With gold getting whacked hard yesterday, it was a time for sober reflection in the gold-obsessed Rick’s Picks chat room.  A trader who goes by the handle “Padre” saw “the Jungian collective unconscious” at work. We would take a less kindly view, more Freudian, that saw only id and ego in a state of gratuitous conflict.  But we’d be the first to admit that it can be far worse when these forces are aligned; for only then can they produce something as irresistibly corrosive as…money.  How so? Well, if you saw the classic sci-fi film Forbidden Planet, you may recall that the Krell civilization, using an infinitely powerful fusion reactor, built a machine that could conjure up all of their needs when ordered to do so telepathically.  Unfortunately, while they slept the reactor conjured up monsters from their primitive subconscious (see photo below), and that was what ultimately did them in. 
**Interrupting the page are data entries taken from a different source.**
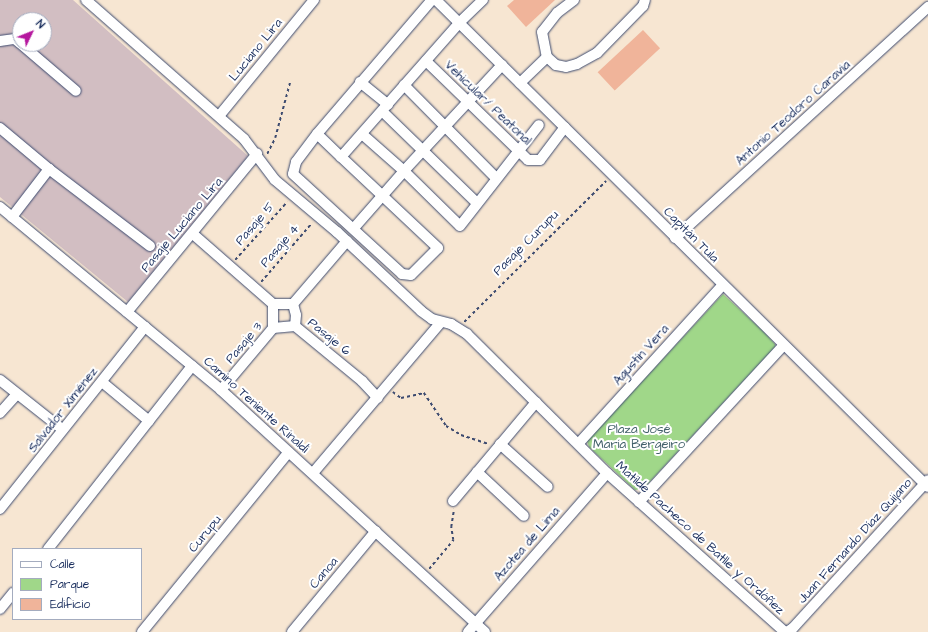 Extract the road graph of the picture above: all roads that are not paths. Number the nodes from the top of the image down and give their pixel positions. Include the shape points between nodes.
1 (86, 0) edge
2 (314, 0) edge
3 (432, 0) edge
4 (436, 0) edge
5 (484, 0) edge
6 (574, 0) edge
7 (645, 0) edge
8 (928, 7) edge
9 (460, 22) junction
10 (12, 40) edge
11 (0, 41) edge
12 (30, 52) edge
13 (547, 57) junction
14 (426, 61) junction
15 (502, 65) junction
16 (360, 82) junction
17 (520, 83) junction
18 (404, 85) junction
19 (76, 91) dead end
20 (467, 102) junction
21 (385, 109) junction
22 (219, 116) junction
23 (539, 125) dead end
24 (444, 126) junction
25 (565, 127) junction
26 (0, 128) edge
27 (317, 134) junction
28 (362, 134) junction
29 (422, 150) junction
30 (519, 152) junction
31 (257, 154) junction
32 (341, 158) junction
33 (49, 169) junction
34 (404, 171) junction
35 (496, 178) junction
36 (383, 197) junction
37 (477, 203) junction
38 (0, 207) edge
39 (12, 217) junction
40 (354, 228) junction
41 (193, 234) junction
42 (675, 238) junction
43 (347, 241) junction
44 (150, 246) dead end
45 (723, 285) junction
46 (273, 304) junction
47 (293, 304) junction
48 (127, 312) junction
49 (441, 322) junction
50 (295, 326) junction
51 (145, 327) junction
52 (273, 328) junction
53 (784, 346) junction
54 (192, 366) junction
55 (0, 380) edge
56 (102, 382) junction
57 (221, 390) junction
58 (18, 394) junction
59 (378, 398) junction
60 (536, 402) junction
61 (0, 413) edge
62 (149, 421) junction
63 (63, 430) junction
64 (579, 443) junction
65 (500, 444) junction
66 (289, 452) junction
67 (477, 472) junction
68 (607, 472) junction
69 (313, 473) junction
70 (927, 484) edge
71 (548, 487) dead end
72 (453, 501) road end
73 (639, 502) junction
74 (0, 509) edge
75 (524, 516) dead end
76 (376, 531) junction
77 (49, 548) edge
78 (12, 594) edge
79 (0, 609) edge
80 (475, 623) junction
81 (142, 632) edge
82 (292, 632) edge
83 (468, 632) edge
84 (485, 632) edge
85 (786, 632) edge

1 - 22 street, Matilde Pacheco de Batlle y Ordóñez
2 - 22 street, Luciano Lira
3 - 16 street
4 - 9 street, Capitán Tula
5 - 9 street, Vehicular/ Peatonal
6 - 13 street via 557,13 542,32
7 - 13 street via 597,53 566,67 556,65
8 - 42 street, Antonio Teodoro Caravia
9 - 14 street, Vehicular/ Peatonal
9 - 15 street, Capitán Tula
10 - 11 street
12 - 19 street
13 - 17 street
14 - 18 street, Vehicular/ Peatonal
14 - 20 street, Vehicular/ Peatonal
15 - 17 street, Capitán Tula
15 - 20 street
16 - 21 street
16 - 27 street
17 - 25 street, Capitán Tula
18 - 21 street, Vehicular/ Peatonal
18 - 24 street
20 - 24 street
20 - 30 street, Vehicular/ Peatonal
21 - 28 street, Vehicular/ Peatonal
21 - 29 street
22 - 31 street, Matilde Pacheco de Batlle y Ordóñez
23 - 30 street
24 - 29 street
24 - 35 street
25 - 30 street, Vehicular/ Peatonal via 540,160 528,160
25 - 42 street, Capitán Tula
26 - 33 street
27 - 32 street
27 - 40 street via 296,162 293,174
28 - 32 street, Vehicular/ Peatonal
28 - 34 street
29 - 34 street
29 - 37 street
30 - 35 street
31 - 41 street, Pasaje Luciano Lira
31 - 43 street, Matilde Pacheco de Batlle y Ordóñez via 270,175
32 - 36 street
33 - 39 street
33 - 44 street
34 - 36 street
34 - 37 street via 460,226
35 - 37 street
36 - 40 street
36 - 40 street via 438,248 411,275 402,274
38 - 39 street, Camino Teniente Rinaldi
39 - 48 street, Camino Teniente Rinaldi
41 - 46 street
41 - 48 street, Pasaje Luciano Lira
42 - 45 street, Capitán Tula
43 - 47 street
43 - 49 street, Matilde Pacheco de Batlle y Ordóñez via 421,312
45 - 53 street, Capitán Tula
45 - 64 street, Agustín Vera
46 - 47 street
46 - 52 street
47 - 50 street, Pasaje 6
48 - 51 street, Camino Teniente Rinaldi
49 - 59 street
49 - 60 street, Matilde Pacheco de Batlle y Ordóñez via 458,327
50 - 52 street, Pasaje 3
50 - 59 street, Pasaje 6 via 362,381
51 - 54 street, Camino Teniente Rinaldi
51 - 56 street, Salvador Ximénez
52 - 57 street, Pasaje 3
53 - 70 street, Capitán Tula
53 - 73 street
54 - 57 street, Camino Teniente Rinaldi
54 - 62 street
55 - 58 street
56 - 62 street
56 - 63 street, Salvador Ximénez
57 - 66 street, Camino Teniente Rinaldi
58 - 61 street
58 - 63 street
59 - 69 street
60 - 64 street, Matilde Pacheco de Batlle y Ordóñez
60 - 65 street
62 - 77 street
63 - 74 street, Salvador Ximénez
64 - 68 street, Matilde Pacheco de Batlle y Ordóñez
65 - 67 street
65 - 71 street
66 - 69 street, Camino Teniente Rinaldi
66 - 81 street, Curupu
67 - 72 street
67 - 75 street
68 - 73 street, Matilde Pacheco de Batlle y Ordóñez
68 - 80 street, Azotea de Lima
69 - 76 street, Camino Teniente Rinaldi
70 - 85 street, Juan Fernando Díaz Quijano via 793,628
73 - 85 street, Matilde Pacheco de Batlle y Ordóñez
76 - 80 street, Camino Teniente Rinaldi
76 - 82 street, Canoa
78 - 79 street
80 - 83 street, Azotea de Lima
80 - 84 street, Camino Teniente Rinaldi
Here on earth we’ve figured out how to do more or less the same thing with money, creating as much of it as we need, and then some, by simply changing certain digital information that has been magnetically stored on a computer. The Krell might have remarked, How very quaint!

ID

So what to make of gold’s dive yesterday?  Conventional thinking had it as a flight from a diverse basket of assets into the supposed safety of the dollar. We are not persuaded, however. It is one thing for the newspapers to keep blathering about an economic recovery that is nowhere in evidence for most Americans. But it is quite another for the media to have us infer that the currency of our bankrupt nation is correctly viewed as a safe haven for investors. We won’t argue the point about being bankrupt, either, because anyone who doesn’t understand this by now is living on Altair-4, the Forbidden Planet of titular fame.

A Deflationary Lurch

So if the dollar was not strong because of a flight to safety, what caused it to rise, and gold to fall? Our guess is that short-squeeze pressure on debtors may have been a factor. As die-hard deflationists, we have been expecting this catastrophe to lurch into motion for quite a while. Coincidentally, in the “This Just In…” section of Rick’s Picks, we had linked a fascinating blog on the topic.  Here’s that link, prefaced by Rick’s intro:

“A dollar short-squeeze has always seemed more than merely plausible to us, notwithstanding the dollar’s steady decline toward intrinsic worthlessness.  Drowning in dollar-denominated debt, the world is effectively short the U.S. dollar in cosmic size. The last thing debtors need is to have the dollar become scarce when they come under pressure to settle short-term loans that cannot be rolled.  What will happen when that day arrives, and short-term borrowers cannot beg, borrow or steal dollars?  We asked a half-dozen international-finance professors that question a dozen years ago, and they reacted as though we were crazy. A short-squeeze on the dollar!? What on earth were we talking about?  Since then, a few others have joined us in recognizing that such an event is not merely possible but likely. Click here  to access the latest, fascinating article on the topic.” 

Our USA Today Indicator

Meanwhile, we have a great idea for detecting a real uptick in the economy, if one ever comes. We need only look for a commensurate uptick in the circulation of USA Today. The paper’s circulation dropped to number two, behind the Wall Street Journal, according to a story yesterday about the ongoing plunge in newspaper sales at many of the largest papers.  “The slump in business travel meant fewer copies of USA Today were sold to hotels, one of the paper’s historic strengths,” according to the article. “USA Today has said it expects the paper’s circulation to rebound as the economy does.”

Just so.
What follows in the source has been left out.